Where does the word "image" occur in the entries below? Copy every line that has it.
======== Recorded data ========
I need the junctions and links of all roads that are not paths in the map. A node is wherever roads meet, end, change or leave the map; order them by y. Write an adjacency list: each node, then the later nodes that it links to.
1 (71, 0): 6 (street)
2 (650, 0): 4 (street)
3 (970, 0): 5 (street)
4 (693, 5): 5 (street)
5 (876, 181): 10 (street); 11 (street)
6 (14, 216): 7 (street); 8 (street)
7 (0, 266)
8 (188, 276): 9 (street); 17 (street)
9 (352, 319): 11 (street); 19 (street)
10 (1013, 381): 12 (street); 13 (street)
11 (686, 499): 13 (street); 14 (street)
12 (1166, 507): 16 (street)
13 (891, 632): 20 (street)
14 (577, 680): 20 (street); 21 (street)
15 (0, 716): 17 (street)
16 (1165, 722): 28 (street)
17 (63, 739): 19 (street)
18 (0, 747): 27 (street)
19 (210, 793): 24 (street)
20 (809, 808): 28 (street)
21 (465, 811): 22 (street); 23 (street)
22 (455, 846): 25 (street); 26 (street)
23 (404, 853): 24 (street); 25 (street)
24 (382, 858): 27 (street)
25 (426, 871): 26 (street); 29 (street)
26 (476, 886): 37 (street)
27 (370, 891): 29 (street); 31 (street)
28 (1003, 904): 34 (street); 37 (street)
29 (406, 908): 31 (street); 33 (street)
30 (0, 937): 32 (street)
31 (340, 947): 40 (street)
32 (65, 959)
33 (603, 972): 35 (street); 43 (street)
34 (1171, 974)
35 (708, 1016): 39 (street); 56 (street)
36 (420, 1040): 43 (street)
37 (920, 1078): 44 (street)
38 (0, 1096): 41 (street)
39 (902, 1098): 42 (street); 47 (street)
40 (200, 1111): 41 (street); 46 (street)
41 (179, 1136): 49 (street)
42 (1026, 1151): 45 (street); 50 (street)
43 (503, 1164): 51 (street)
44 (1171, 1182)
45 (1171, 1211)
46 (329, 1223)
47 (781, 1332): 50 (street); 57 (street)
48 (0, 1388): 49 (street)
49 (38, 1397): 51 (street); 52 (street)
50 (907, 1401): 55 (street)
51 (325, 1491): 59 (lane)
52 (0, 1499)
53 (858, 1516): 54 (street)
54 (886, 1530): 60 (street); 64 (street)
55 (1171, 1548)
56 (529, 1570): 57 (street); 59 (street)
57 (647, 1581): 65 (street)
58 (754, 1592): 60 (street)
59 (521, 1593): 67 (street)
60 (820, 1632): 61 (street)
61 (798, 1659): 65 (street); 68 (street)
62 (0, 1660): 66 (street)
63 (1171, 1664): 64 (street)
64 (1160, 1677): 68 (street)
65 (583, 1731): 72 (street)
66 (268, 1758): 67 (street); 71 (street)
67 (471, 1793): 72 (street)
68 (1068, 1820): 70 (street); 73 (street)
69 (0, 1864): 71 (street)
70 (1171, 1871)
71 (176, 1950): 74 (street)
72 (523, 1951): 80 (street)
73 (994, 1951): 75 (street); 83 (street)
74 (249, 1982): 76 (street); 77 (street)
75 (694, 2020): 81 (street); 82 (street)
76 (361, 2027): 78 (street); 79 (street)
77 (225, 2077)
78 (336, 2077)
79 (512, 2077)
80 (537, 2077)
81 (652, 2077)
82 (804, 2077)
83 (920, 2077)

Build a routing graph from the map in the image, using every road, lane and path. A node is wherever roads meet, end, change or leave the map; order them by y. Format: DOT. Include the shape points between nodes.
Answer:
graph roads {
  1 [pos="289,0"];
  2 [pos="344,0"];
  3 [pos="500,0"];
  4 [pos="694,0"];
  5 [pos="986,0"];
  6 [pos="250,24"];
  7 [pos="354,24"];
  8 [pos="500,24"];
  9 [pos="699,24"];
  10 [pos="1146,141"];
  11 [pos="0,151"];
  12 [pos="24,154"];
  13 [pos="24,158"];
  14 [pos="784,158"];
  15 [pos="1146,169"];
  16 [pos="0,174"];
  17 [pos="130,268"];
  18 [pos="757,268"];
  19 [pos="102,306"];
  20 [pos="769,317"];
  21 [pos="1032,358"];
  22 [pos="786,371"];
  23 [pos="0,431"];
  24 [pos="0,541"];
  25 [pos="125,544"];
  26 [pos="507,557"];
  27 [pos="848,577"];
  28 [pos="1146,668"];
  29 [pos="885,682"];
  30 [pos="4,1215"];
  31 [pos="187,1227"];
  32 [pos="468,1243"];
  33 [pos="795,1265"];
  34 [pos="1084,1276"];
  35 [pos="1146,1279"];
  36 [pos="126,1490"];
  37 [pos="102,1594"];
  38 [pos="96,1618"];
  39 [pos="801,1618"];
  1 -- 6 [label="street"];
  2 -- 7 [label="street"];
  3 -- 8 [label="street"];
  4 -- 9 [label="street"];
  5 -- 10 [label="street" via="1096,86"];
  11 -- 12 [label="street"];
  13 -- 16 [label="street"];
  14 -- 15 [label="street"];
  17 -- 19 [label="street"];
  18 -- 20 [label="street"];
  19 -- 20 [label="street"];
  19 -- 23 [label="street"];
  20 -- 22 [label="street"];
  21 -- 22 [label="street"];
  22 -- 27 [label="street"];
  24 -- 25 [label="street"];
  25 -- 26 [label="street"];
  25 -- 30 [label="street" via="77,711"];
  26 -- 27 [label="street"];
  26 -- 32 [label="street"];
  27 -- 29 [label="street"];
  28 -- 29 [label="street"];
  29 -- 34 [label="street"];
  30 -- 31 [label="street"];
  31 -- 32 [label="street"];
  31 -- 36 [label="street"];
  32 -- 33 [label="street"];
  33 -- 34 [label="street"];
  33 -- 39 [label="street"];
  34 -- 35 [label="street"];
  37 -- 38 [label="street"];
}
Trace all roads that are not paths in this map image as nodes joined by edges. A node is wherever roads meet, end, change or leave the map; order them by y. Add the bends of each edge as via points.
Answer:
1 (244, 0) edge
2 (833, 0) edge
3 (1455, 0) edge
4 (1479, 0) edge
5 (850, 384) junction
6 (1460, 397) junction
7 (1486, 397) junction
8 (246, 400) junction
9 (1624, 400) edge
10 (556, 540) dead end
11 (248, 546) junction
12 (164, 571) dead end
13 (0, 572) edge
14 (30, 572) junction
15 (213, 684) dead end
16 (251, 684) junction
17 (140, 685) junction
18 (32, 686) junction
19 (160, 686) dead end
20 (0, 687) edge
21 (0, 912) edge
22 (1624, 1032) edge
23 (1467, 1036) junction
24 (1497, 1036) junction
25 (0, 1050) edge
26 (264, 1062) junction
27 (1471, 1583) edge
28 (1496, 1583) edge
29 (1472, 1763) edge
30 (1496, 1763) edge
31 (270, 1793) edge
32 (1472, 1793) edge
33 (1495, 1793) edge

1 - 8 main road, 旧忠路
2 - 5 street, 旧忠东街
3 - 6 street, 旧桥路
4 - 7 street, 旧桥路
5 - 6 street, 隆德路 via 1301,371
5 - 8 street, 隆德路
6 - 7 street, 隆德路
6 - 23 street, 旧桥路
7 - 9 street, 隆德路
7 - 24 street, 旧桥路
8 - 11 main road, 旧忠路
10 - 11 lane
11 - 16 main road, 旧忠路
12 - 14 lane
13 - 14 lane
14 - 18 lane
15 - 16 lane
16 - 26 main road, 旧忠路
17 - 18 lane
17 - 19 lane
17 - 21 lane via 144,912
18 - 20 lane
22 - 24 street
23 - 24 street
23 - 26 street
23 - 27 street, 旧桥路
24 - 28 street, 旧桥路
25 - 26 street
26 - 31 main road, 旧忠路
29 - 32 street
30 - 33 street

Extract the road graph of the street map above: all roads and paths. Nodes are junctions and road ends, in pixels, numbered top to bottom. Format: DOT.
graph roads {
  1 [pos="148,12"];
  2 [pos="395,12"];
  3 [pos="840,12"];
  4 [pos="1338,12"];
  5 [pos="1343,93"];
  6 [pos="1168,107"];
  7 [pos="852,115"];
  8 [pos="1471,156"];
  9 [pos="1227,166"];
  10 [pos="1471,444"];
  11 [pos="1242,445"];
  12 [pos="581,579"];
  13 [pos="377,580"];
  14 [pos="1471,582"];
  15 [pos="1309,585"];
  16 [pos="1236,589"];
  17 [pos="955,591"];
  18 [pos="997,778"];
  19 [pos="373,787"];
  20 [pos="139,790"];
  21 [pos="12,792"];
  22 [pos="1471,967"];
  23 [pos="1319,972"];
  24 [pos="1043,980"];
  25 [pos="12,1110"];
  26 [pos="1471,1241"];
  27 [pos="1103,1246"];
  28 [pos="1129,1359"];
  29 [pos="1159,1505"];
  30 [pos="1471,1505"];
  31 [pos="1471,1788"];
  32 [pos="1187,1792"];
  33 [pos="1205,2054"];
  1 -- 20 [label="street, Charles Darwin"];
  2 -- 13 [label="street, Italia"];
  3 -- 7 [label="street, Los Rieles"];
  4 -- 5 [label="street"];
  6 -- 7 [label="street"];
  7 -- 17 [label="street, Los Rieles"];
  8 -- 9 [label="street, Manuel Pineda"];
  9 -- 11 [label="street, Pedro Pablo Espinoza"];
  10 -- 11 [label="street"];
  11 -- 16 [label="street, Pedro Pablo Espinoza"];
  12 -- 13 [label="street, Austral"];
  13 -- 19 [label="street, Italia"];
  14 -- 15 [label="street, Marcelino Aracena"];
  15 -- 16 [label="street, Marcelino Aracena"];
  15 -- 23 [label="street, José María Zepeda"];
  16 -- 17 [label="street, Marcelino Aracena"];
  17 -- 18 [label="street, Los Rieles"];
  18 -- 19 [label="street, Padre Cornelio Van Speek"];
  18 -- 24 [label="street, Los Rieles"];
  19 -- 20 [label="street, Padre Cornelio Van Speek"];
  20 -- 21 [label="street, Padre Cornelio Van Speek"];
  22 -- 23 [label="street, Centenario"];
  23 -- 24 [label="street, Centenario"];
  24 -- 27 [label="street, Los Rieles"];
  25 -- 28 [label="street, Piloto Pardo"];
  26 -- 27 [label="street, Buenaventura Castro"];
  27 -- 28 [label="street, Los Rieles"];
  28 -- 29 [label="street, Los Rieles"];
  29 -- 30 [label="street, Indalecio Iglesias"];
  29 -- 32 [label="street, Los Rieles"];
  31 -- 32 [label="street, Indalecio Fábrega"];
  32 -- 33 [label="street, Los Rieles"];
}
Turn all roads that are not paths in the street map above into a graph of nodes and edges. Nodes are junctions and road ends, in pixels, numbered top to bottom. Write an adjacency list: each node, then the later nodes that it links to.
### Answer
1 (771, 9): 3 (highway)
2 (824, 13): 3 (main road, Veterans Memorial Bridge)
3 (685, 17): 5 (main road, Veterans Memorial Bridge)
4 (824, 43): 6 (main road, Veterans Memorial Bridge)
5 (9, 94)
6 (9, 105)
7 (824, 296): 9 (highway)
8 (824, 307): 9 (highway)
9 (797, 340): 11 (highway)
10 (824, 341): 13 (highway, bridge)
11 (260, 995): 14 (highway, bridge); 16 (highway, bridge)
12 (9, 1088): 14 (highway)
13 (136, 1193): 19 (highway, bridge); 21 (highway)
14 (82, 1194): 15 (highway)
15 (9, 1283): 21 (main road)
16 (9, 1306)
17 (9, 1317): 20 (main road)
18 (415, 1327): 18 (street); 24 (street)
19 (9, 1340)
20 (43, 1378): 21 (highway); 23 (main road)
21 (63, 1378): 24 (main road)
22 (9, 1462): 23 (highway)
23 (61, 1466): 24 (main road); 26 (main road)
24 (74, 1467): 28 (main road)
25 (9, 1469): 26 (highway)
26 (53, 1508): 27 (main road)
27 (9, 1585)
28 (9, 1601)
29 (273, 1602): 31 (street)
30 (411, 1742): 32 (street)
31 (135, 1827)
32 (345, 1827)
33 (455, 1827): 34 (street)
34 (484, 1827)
========
## Answer to the exercise
Build a routing graph from the map in the image, using every road, lane and path. A node is wherever roads meet, end, change or leave the map; order them by y. Format: DOT. Include the shape points between nodes.
Trace all roads that are not paths in this map image as nodes joined by edges. A node is wherever roads meet, end, change or leave the map; order them by y. Add the bends of each edge as via points.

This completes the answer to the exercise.